**What to produce**
Filter the listing for lines containing "Ferndale".

**Extracted material**
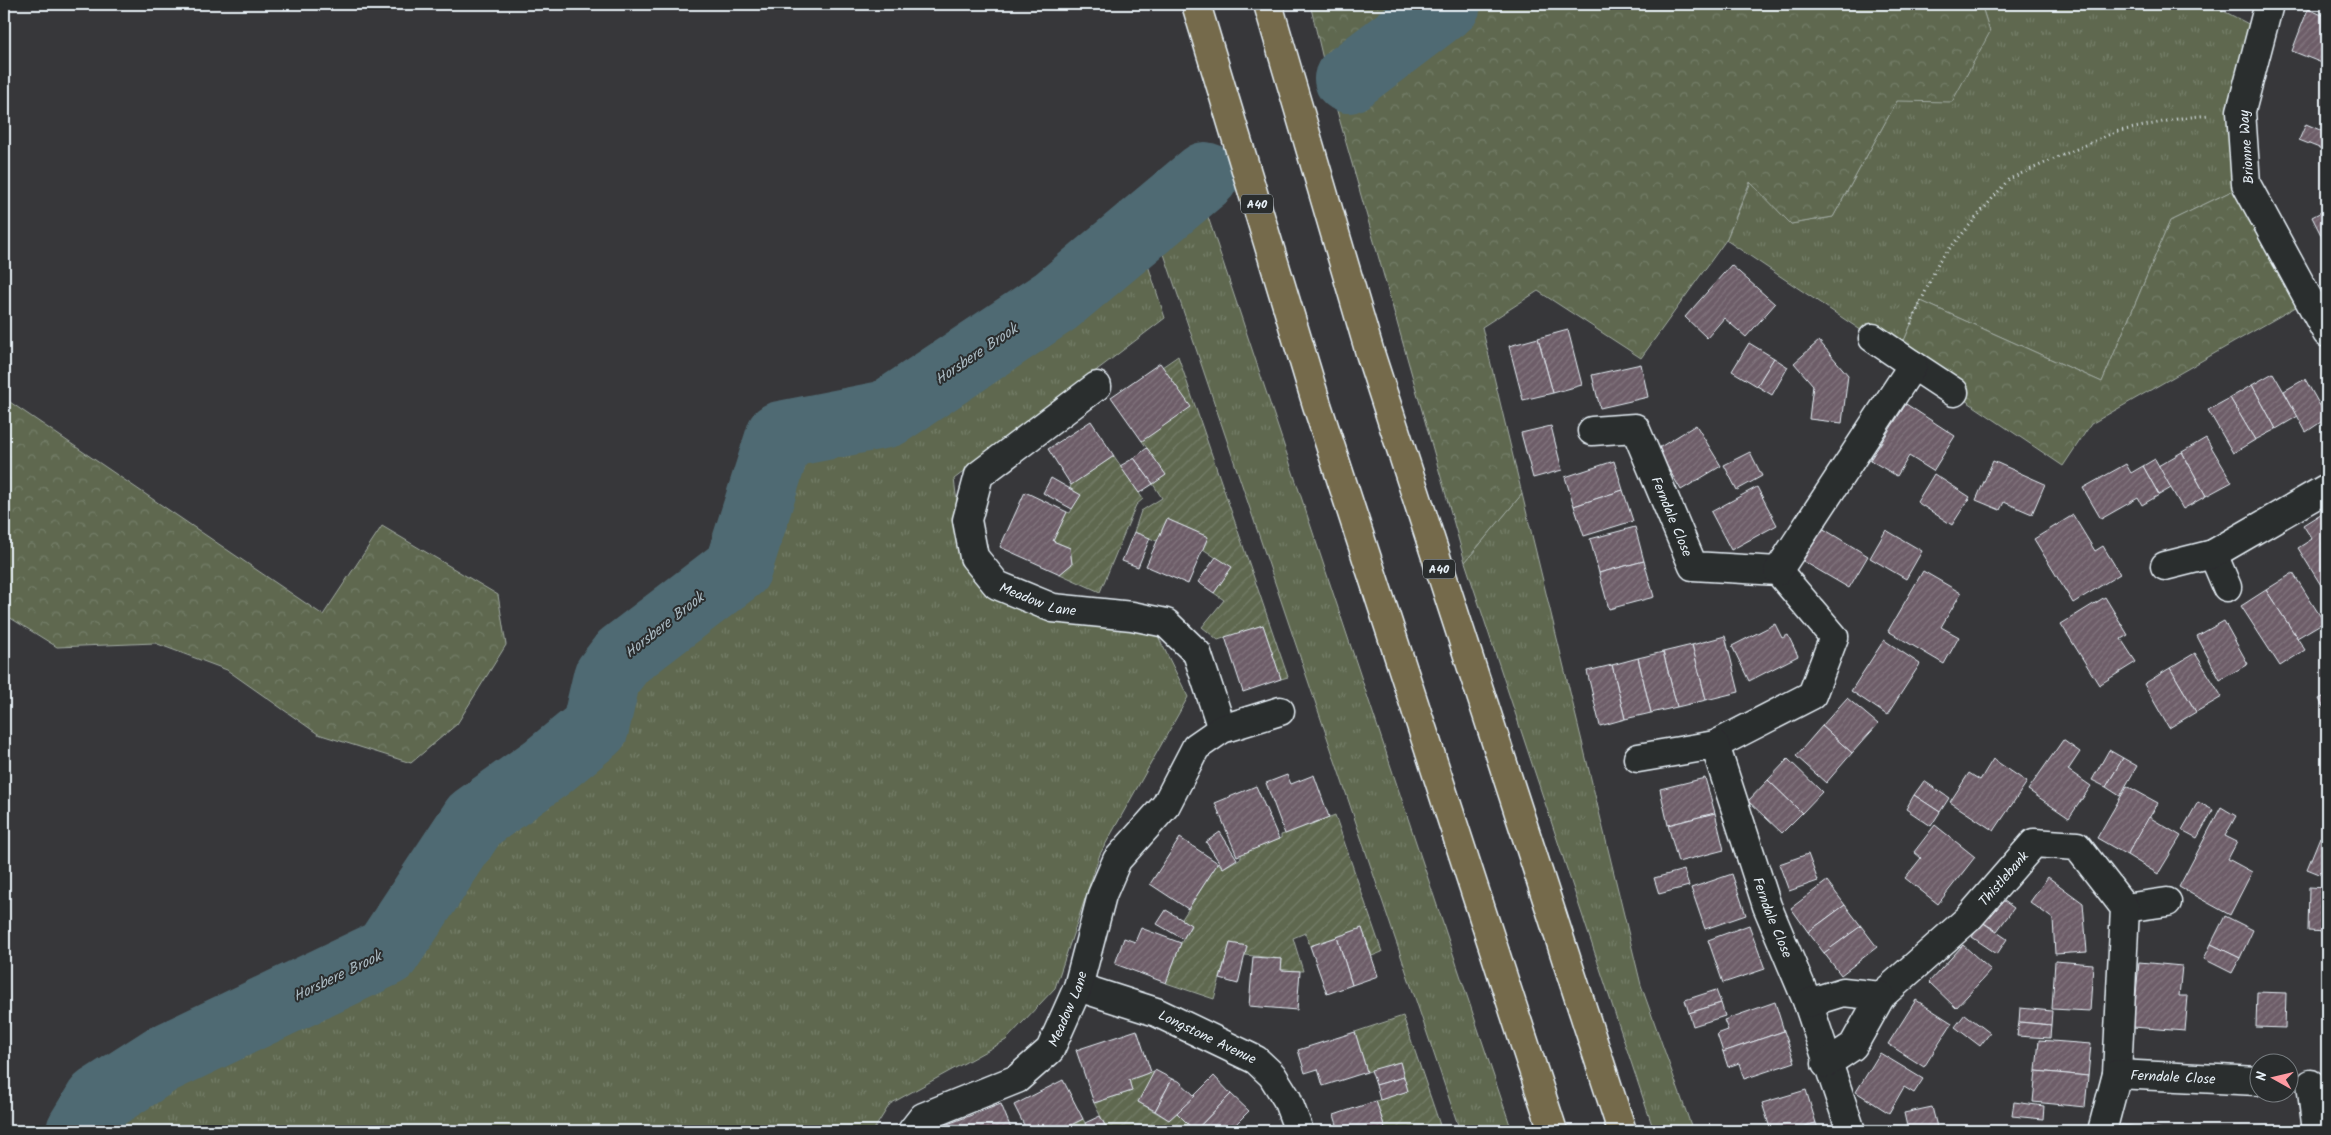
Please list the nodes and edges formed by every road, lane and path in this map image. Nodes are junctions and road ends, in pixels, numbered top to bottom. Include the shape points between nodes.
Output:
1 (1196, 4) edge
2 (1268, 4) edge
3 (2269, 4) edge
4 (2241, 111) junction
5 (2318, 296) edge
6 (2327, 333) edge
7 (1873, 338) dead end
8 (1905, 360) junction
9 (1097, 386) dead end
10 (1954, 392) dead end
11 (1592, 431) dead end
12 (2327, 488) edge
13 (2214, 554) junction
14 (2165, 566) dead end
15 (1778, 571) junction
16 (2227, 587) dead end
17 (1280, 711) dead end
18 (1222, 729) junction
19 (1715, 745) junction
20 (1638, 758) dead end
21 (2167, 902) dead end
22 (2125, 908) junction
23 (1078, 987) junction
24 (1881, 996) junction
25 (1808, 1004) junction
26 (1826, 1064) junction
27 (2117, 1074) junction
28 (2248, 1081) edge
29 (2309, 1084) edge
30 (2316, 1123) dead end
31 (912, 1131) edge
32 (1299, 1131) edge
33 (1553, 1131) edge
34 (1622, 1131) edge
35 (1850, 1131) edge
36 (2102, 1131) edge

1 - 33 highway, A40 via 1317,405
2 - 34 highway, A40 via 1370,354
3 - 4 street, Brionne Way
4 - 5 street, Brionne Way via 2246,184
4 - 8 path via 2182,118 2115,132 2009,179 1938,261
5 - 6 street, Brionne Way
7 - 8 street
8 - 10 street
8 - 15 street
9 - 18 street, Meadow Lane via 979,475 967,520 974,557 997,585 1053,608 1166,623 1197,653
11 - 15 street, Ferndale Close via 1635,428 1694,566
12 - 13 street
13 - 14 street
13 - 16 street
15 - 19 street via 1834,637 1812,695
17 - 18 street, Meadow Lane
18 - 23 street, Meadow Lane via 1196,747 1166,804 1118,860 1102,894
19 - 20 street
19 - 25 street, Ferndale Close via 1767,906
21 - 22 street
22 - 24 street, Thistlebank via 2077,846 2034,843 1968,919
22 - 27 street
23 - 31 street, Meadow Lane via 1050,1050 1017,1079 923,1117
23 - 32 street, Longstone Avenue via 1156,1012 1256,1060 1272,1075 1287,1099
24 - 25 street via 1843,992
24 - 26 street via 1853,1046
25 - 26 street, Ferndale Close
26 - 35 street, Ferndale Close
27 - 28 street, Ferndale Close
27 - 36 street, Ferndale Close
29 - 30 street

**Finished exercise**
11 - 15 street, Ferndale Close via 1635,428 1694,566
19 - 25 street, Ferndale Close via 1767,906
25 - 26 street, Ferndale Close
26 - 35 street, Ferndale Close
27 - 28 street, Ferndale Close
27 - 36 street, Ferndale Close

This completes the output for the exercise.